- Task details
Your job is to return every line in the data holding the string "Nodes".

========

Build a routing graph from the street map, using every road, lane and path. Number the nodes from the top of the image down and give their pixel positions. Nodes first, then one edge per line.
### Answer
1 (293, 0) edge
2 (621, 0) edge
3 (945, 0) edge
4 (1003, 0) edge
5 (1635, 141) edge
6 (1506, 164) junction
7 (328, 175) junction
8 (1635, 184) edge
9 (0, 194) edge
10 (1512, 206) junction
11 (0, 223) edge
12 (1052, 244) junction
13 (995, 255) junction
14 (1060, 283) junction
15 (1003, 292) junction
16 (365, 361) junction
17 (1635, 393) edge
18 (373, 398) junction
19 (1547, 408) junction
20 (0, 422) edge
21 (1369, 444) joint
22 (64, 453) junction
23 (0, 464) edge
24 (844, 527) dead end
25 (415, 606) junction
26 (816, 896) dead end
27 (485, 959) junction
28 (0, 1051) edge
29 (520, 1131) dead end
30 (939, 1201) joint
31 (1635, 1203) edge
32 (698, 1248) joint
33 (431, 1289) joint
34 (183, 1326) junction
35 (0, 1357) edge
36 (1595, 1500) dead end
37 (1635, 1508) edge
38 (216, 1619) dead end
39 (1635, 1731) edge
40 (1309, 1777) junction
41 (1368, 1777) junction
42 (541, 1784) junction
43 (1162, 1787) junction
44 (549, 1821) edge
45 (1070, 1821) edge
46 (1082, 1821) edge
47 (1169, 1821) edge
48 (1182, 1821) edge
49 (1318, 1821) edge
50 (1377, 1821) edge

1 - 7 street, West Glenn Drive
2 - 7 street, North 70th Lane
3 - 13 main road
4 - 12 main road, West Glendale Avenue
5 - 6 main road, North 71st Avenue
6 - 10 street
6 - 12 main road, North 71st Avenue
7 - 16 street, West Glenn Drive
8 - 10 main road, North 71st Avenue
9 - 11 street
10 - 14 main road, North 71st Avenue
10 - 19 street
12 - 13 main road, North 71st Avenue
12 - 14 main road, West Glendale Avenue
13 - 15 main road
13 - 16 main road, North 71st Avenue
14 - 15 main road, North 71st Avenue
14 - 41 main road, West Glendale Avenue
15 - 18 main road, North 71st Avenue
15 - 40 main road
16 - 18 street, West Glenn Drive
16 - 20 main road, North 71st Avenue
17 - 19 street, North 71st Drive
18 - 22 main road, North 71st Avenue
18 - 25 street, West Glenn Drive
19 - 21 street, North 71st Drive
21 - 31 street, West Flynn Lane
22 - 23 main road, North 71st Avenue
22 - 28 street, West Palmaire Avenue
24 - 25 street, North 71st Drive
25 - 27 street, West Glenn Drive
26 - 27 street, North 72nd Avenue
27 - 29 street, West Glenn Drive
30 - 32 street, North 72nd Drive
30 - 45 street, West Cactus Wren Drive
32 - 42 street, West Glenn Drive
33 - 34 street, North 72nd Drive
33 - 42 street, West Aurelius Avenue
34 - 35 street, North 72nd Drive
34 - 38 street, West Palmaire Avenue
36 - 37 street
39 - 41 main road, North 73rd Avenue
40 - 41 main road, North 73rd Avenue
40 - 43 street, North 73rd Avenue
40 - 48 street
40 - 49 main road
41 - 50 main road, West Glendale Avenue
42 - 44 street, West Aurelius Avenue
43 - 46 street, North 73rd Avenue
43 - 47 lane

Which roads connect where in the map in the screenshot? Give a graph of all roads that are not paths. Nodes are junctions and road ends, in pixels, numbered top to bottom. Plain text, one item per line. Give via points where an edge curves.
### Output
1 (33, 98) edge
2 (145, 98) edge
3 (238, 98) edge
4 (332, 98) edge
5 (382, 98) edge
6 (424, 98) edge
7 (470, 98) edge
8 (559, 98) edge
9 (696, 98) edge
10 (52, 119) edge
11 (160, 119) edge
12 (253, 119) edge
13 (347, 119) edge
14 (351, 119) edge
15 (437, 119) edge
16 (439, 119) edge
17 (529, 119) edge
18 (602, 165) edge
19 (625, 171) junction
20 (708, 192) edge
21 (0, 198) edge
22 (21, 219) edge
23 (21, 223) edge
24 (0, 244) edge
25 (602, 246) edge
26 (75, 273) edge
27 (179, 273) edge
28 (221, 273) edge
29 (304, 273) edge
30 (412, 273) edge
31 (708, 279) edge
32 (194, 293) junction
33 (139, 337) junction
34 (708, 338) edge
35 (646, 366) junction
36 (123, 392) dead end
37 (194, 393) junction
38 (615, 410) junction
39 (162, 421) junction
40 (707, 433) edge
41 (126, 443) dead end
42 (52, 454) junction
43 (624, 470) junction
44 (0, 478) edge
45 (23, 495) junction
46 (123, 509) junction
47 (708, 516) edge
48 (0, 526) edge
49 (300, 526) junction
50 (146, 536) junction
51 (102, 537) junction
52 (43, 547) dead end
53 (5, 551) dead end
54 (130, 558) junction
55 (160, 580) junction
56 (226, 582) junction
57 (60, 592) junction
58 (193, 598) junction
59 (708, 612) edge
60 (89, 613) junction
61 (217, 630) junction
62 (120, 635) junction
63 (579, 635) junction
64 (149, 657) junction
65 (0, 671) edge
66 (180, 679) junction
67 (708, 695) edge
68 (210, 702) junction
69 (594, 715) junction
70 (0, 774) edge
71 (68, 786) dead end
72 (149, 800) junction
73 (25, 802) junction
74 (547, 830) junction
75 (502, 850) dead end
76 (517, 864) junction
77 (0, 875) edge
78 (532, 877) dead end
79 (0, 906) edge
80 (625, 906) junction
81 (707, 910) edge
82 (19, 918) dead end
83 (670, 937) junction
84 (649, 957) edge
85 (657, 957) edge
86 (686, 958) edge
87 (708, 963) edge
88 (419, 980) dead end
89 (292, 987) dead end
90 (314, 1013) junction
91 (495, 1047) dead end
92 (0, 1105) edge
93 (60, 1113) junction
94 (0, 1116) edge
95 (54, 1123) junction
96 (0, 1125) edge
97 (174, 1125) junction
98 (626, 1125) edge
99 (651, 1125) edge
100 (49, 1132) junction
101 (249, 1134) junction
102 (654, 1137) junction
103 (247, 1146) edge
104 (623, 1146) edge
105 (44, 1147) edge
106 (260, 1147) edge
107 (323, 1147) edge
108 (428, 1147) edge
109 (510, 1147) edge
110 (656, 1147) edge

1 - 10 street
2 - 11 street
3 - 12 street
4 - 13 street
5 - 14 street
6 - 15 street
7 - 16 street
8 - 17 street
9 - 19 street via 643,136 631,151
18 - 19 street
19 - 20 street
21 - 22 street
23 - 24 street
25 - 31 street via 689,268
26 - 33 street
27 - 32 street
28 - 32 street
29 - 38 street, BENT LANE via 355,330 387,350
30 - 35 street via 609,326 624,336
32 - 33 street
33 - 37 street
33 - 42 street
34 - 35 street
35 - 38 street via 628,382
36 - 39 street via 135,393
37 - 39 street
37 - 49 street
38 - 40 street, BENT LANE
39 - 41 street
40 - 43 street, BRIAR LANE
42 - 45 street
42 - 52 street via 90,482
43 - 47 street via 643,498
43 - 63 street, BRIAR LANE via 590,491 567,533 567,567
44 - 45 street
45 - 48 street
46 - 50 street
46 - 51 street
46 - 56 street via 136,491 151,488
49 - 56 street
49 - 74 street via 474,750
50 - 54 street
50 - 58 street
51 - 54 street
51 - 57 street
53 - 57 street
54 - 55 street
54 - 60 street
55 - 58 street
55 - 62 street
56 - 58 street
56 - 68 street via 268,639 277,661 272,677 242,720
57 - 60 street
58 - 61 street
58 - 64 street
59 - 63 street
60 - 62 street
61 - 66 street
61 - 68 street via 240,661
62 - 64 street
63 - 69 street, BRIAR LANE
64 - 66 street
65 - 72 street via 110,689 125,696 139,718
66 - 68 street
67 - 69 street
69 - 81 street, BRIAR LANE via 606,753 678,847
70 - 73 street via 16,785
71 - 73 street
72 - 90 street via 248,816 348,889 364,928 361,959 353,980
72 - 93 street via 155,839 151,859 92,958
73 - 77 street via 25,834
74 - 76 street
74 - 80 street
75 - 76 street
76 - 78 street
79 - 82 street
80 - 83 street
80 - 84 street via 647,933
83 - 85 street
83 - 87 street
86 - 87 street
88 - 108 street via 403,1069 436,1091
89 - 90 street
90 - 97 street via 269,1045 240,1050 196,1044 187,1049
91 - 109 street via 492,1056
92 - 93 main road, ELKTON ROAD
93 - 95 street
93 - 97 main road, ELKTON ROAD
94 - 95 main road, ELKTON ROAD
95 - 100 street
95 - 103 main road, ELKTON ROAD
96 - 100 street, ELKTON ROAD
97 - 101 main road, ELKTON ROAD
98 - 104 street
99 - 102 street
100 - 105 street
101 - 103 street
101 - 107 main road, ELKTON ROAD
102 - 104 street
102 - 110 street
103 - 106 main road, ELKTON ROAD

========

- Reply
Build a routing graph from the street map, using every road, lane and path. Number the nodes from the top of the image down and give their pixel positions. Nodes first, then one edge per line.
Which roads connect where in the map in the screenshot? Give a graph of all roads that are not paths. Nodes are junctions and road ends, in pixels, numbered top to bottom. Plain text, one item per line. Give via points where an edge curves.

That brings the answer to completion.